MEGA - MEGA SAGRADA FAMILIA
Oleh : Dara Ginanti
Sagrada Familia, gereja katolik Roma itu berdiri megah di Barcelona dengan kerlip khasnya. Bangunan yang dirancang oleh arsitek Spanyol bernama Antoni Gaudi ini menjadi pemandangan sehari - hari kedua mata memandang. Ya, disanalah aku berdiri. Spanyol, una grande y libre.One, great and free.
"Licha, ayo cepat selesaikan makan malammu!" suara mama terdengar membuyarkan pesona Sagrada yang tengah dipandang sang gadis. Kaki ini melangkah berdiri membawa sebuah piring kaca bermotif bunga dengan makanan diatasnya yang nampak penuh. Wanita muda itu kembali membuang makanannya ketika seseorang bercelemek sudah berdiri di belakang sambil berkacak pinggang.
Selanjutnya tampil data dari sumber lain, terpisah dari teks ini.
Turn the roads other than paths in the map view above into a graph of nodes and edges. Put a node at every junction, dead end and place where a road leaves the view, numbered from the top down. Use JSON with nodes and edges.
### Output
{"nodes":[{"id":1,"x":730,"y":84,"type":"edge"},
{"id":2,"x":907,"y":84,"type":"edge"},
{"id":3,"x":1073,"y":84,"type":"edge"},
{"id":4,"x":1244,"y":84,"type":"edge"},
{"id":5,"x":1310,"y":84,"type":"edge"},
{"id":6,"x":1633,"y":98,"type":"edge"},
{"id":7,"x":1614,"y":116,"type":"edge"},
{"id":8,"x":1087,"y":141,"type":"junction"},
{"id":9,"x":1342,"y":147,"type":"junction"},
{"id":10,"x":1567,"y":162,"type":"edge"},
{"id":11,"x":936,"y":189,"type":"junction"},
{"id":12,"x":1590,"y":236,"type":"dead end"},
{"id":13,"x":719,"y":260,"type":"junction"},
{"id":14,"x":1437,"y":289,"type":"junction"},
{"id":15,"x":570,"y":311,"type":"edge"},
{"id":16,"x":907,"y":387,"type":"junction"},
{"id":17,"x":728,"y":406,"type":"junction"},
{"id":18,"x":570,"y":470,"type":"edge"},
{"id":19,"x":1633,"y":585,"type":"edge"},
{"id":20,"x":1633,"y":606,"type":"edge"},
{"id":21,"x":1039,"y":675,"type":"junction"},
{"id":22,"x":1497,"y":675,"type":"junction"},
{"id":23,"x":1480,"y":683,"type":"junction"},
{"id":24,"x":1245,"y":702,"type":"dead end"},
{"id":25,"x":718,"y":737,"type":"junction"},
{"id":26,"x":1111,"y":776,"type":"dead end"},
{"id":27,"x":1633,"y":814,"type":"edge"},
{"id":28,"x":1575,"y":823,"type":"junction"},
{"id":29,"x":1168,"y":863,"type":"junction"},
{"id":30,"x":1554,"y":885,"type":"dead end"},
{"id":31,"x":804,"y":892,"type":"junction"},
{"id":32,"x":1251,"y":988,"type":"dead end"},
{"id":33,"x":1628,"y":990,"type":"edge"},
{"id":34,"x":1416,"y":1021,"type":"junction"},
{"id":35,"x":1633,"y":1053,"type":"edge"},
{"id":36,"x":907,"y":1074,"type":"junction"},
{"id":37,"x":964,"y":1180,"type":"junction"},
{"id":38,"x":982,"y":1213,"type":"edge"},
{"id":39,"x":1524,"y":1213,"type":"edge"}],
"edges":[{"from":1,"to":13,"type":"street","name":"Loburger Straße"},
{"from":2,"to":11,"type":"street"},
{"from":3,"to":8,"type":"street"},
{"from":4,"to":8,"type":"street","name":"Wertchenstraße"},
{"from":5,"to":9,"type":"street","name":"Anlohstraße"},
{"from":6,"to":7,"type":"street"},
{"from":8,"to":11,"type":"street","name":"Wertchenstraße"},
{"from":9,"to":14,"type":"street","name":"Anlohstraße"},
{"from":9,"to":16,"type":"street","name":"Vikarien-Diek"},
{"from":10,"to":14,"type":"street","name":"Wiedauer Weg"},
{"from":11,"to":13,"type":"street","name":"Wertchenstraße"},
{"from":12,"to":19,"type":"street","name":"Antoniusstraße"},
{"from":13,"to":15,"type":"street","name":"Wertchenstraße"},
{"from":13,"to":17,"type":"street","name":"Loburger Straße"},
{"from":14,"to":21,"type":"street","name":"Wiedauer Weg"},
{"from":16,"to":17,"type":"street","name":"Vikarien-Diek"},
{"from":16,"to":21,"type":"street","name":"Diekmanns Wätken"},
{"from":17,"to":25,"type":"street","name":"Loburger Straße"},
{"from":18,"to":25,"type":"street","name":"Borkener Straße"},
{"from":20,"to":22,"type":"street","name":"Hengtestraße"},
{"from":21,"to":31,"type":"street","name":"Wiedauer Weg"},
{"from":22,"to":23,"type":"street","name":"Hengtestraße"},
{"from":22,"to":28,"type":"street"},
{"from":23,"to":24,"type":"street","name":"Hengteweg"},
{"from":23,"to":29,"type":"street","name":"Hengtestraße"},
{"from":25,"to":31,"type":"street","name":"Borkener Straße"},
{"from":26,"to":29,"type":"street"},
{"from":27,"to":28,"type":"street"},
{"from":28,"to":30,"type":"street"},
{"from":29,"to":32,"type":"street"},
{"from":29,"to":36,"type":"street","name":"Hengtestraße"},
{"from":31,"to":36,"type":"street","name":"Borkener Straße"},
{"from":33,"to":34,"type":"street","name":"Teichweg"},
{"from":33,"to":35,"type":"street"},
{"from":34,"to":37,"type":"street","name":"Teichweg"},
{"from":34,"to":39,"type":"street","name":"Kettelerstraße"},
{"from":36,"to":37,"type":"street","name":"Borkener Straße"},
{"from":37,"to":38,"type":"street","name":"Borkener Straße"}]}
"Membuang makanan lagi, cha?" wajahnya kembali memerah untuk kesekian kali. "Kamu tau berapa orang kelaparan di luar sana? Kalau kamu terus melakukan ini, ibu tidak akan memberimu makanan lagi! Jadilah dewasa Lachica, kamu sudah 20 tahun!"
"Sudahlah, ma! Bawel saja jadi orang. Licha mau mengerjakan tugas!" jawab si gadis sambil melewati sang ibu menuju sebuah meja kerja yang langsung menghadap ke arah gereja megah Sagrada Familia. "Lachica anakku, sepertinya kau harus mulai beragama dan mencari tujuan hidup." tangan berminyak sang ibu mendaratkan tepukan ke bahu si gadis   berabut ikal yang tengah duduk.
"Sudahlah bu, kan Licha sudah bilang kalo Licha akan tetap atheis sampai berhasil mempelajari semua kitab itu. Jangan paksa Licha untuk ini." tangan si wanita meraih tas hitamnya dan menyambar mantel dengan cepat keluar dari rumah kecil nan sederhana. Derap langkah kaki kini menyusuri jalanan Barselona nan gemerlap dengan gedung - gedung tingginya yang mencakar. Wajahnya tak luput ke kanan dan ke kiri menengok ke setiap ujung mega langit Spanyol hingga tubuhnya sampai ke gereja tempat pandangannya berlabuh. Kakinya menaiki beberapa anak tangga dan kemudian berhenti.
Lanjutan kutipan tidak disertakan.